It was clear to me that in The Cause Joseph Ellis, a Pulitzer-winning historian, who sets a high standard for himself, and has covered the American Revolution comprehensively, will go over much of the same ground in this entry. I didn’t expect to learn as much new material as I did, however.

We know George Washington struggled throughout the war to equip, pay, and feed the Continental Army, and really never succeeded in convincing Congress to spend the funds necessary. We know he waged a desperate war, a war in which he could never engage the British toe-to-toe; he led his army through force of charisma and loyalty, and benefited from an inordinate amount of pure good fortune.
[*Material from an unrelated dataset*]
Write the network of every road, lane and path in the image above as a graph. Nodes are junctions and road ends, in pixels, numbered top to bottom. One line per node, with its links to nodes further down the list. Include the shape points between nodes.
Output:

In this volume, though, we clearly see that Washington’s staff was far from unified in its admiration for their leader; we encounter Washington’s tardy realization that New York was no longer the key battleground at the end of the war; and that the dilatory system of information from and to England played a pivotal role in the outcome.
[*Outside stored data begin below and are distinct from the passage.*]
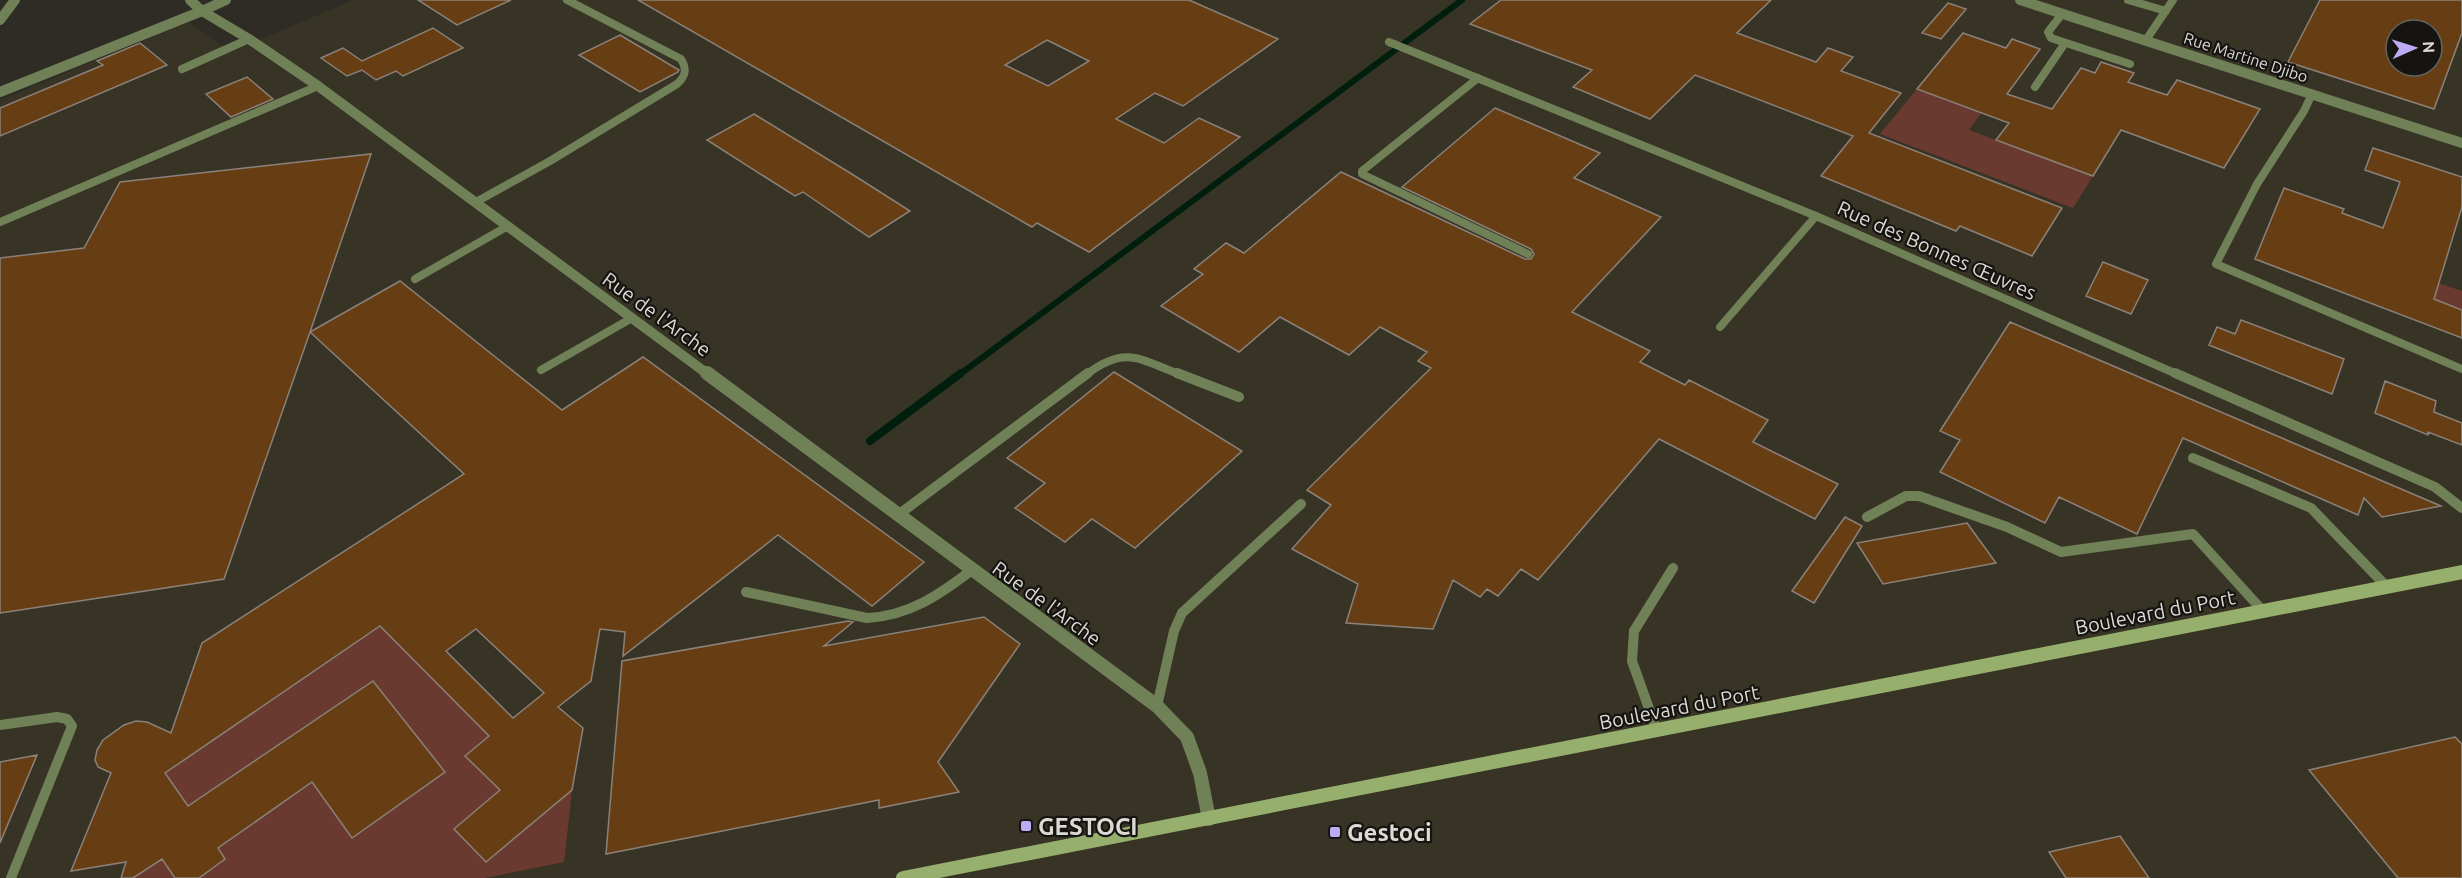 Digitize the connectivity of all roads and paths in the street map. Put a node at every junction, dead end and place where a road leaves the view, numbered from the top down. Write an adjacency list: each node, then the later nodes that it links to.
1 (15, 0): 11 (street)
2 (190, 0): 8 (street, Rue de l'Arche)
3 (226, 0): 8 (street)
4 (567, 0): 24 (lane)
5 (2020, 0): 10 (street, Rue Martine Djibo)
6 (2128, 0): 9 (lane)
7 (2173, 0): 9 (lane)
8 (202, 11): 12 (street, Rue de l'Arche); 21 (street)
9 (2166, 11): 13 (lane)
10 (2062, 14): 13 (street, Rue Martine Djibo); 15 (lane)
11 (0, 20)
12 (249, 39): 17 (lane); 19 (street, Rue de l'Arche)
13 (2146, 40): 22 (street, Rue Martine Djibo)
14 (1389, 42): 18 (lane, Rue des Bonnes Œuvres)
15 (2066, 44): 16 (lane); 20 (lane)
16 (2130, 64)
17 (182, 69)
18 (1478, 78): 25 (lane, Rue des Bonnes Œuvres); 28 (lane)
19 (318, 86): 24 (street, Rue de l'Arche); 26 (lane)
20 (2035, 87)
21 (0, 92)
22 (2312, 94): 23 (street, Rue Martine Djibo); 32 (lane)
23 (2462, 143)
24 (476, 202): 27 (street, Rue de l'Arche)
25 (1816, 216): 31 (lane); 37 (lane, Rue des Bonnes Œuvres)
26 (0, 222)
27 (508, 226): 29 (lane); 30 (street, Rue de l'Arche)
28 (1528, 254)
29 (415, 279)
30 (632, 318): 33 (lane); 38 (street, Rue de l'Arche)
31 (1720, 327)
32 (2462, 369)
33 (541, 370)
34 (1239, 397): 38 (lane)
35 (2193, 458): 43 (lane)
36 (1300, 504): 46 (lane)
37 (2462, 508)
38 (898, 514): 41 (street, Rue de l'Arche)
39 (1867, 518): 45 (lane)
40 (1673, 568): 48 (lane)
41 (972, 570): 44 (lane); 46 (street, Rue de l'Arche)
42 (2462, 572): 43 (main road, Boulevard du Port)
43 (2386, 586): 45 (main road, Boulevard du Port)
44 (746, 592)
45 (2262, 610): 48 (main road, Boulevard du Port)
46 (1157, 706): 49 (street, Rue de l'Arche)
47 (0, 725): 50 (lane)
48 (1657, 731): 49 (main road, Boulevard du Port)
49 (1209, 819): 51 (main road, Boulevard du Port)
50 (11, 878)
51 (903, 878)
Some historical facts that I had not known before picking up this volume: I was not aware that George III had literally bought and paid for a majority in Parliament who owed their seats, their very careers, to His Majesty. I learned of the infighting at the top levels of the military on both sides (Horatio Gates and Arthur Lee both had it in for Washington; Sir Henry Clinton was despised, and his orders as commander in chief widely ignored, on the British side).

I finally comprehended the animus in the erstwhile colonies against forming a federal government—they had just succeeded in throwing off a remote, greedy, and tyrannical government. The last thing they wanted was to set up a new one to replace it. And finally, Ellis avers that the war the British wanted to fight was doomed to failure from the start. The only historical fact you need in support of that assertion is the savagery with which the militias in the Southern states treated the British regulars.

Other tidbits worthy of note: the Oneida tribe, alone among the Six Iroquois Nations, supported the Colonists’ cause; and the bulk strength of the French fleet, instrumental in the British Army’s final entrapment, was only off the coast of Virginia because of the approaching hurricane season in the Caribbean.

Needless to say my understanding of the Revolution and the politics surrounding it is more complete and nuanced than before reading The Cause. Yours will be too; if the American Revolution interests you, and you haven’t picked up this book, I urge you to do so right away.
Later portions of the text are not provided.